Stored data
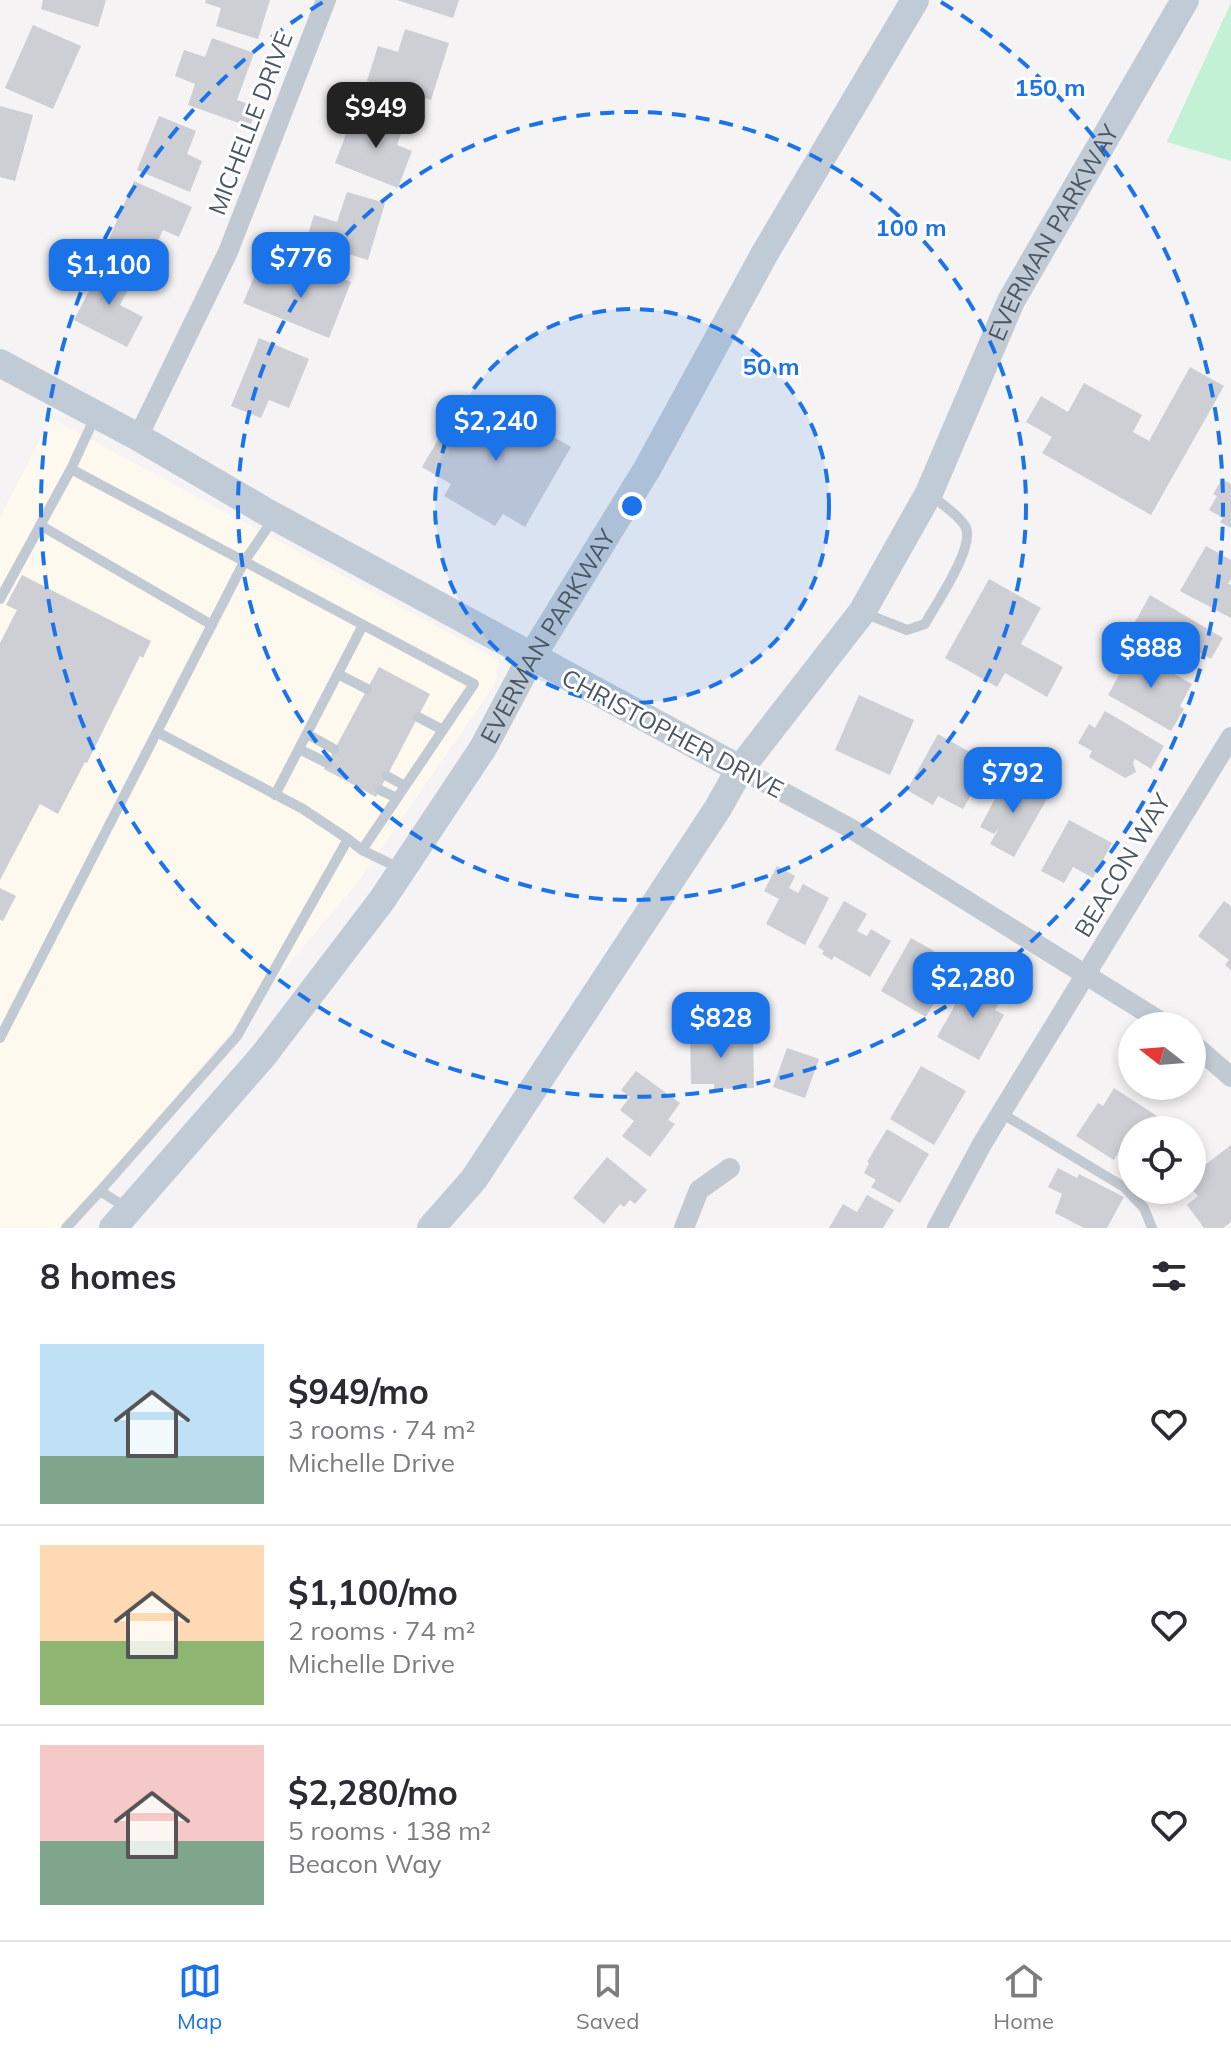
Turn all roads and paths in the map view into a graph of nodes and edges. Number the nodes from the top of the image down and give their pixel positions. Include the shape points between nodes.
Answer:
1 (326, 0) edge
2 (915, 0) edge
3 (1185, 0) edge
4 (0, 363) edge
5 (96, 416) junction
6 (138, 437) junction
7 (71, 469) junction
8 (929, 493) junction
9 (275, 516) junction
10 (40, 525) junction
11 (244, 562) junction
12 (0, 599) edge
13 (862, 612) junction
14 (212, 625) junction
15 (363, 625) junction
16 (531, 658) junction
17 (338, 674) junction
18 (367, 689) dead end
19 (418, 717) dead end
20 (443, 730) junction
21 (157, 732) junction
22 (307, 734) junction
23 (1231, 737) edge
24 (299, 749) junction
25 (334, 749) dead end
26 (327, 763) dead end
27 (740, 769) junction
28 (387, 776) dead end
29 (405, 786) junction
30 (380, 790) dead end
31 (275, 795) junction
32 (397, 798) junction
33 (348, 839) junction
34 (362, 850) junction
35 (402, 870) junction
36 (1085, 975) junction
37 (1145, 1012) edge
38 (0, 1038) edge
39 (1206, 1055) edge
40 (1231, 1077) edge
41 (1001, 1113) junction
42 (730, 1168) dead end
43 (100, 1191) junction
44 (121, 1218) edge
45 (66, 1228) edge
46 (431, 1228) edge
47 (684, 1228) edge
48 (937, 1228) edge
49 (1152, 1228) edge

1 - 6 street, MICHELLE DRIVE via 228,252
2 - 16 main road, EVERMAN PARKWAY via 765,253 647,469
3 - 8 main road, EVERMAN PARKWAY via 1011,301
4 - 5 main road, CHRISTOPHER DRIVE
5 - 6 main road, CHRISTOPHER DRIVE
5 - 7 lane
6 - 9 main road, CHRISTOPHER DRIVE
7 - 10 lane
7 - 11 lane
8 - 13 main road, EVERMAN PARKWAY
8 - 13 lane via 965,526 969,539 925,624 907,630
9 - 11 lane
9 - 16 main road, CHRISTOPHER DRIVE
10 - 12 lane
10 - 14 lane
11 - 14 lane
11 - 15 lane
13 - 27 main road, EVERMAN PARKWAY
14 - 21 lane
15 - 17 lane
15 - 20 lane via 474,684
16 - 27 main road, CHRISTOPHER DRIVE
16 - 35 main road, EVERMAN PARKWAY via 483,748
17 - 18 lane
17 - 22 lane
19 - 20 lane
20 - 29 lane
21 - 31 lane
21 - 38 lane
22 - 24 lane
22 - 25 lane
23 - 36 street, BEACON WAY
24 - 26 lane
24 - 31 lane
27 - 36 street, CHRISTOPHER DRIVE via 850,828
27 - 46 main road, EVERMAN PARKWAY via 474,1179
28 - 29 lane
29 - 32 lane
30 - 32 lane
31 - 33 lane
32 - 34 lane
33 - 34 lane
33 - 43 lane via 237,1036
34 - 35 lane
35 - 44 main road, EVERMAN PARKWAY via 263,1056
36 - 37 street, CHRISTOPHER DRIVE
36 - 41 street, BEACON WAY
39 - 40 street
41 - 48 street, BEACON WAY
41 - 49 lane via 1124,1187 1144,1208
42 - 47 street via 699,1190
43 - 44 lane
43 - 45 lane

About this exercise
Check each line above for "main" and please state only how many have it.

Answer box
12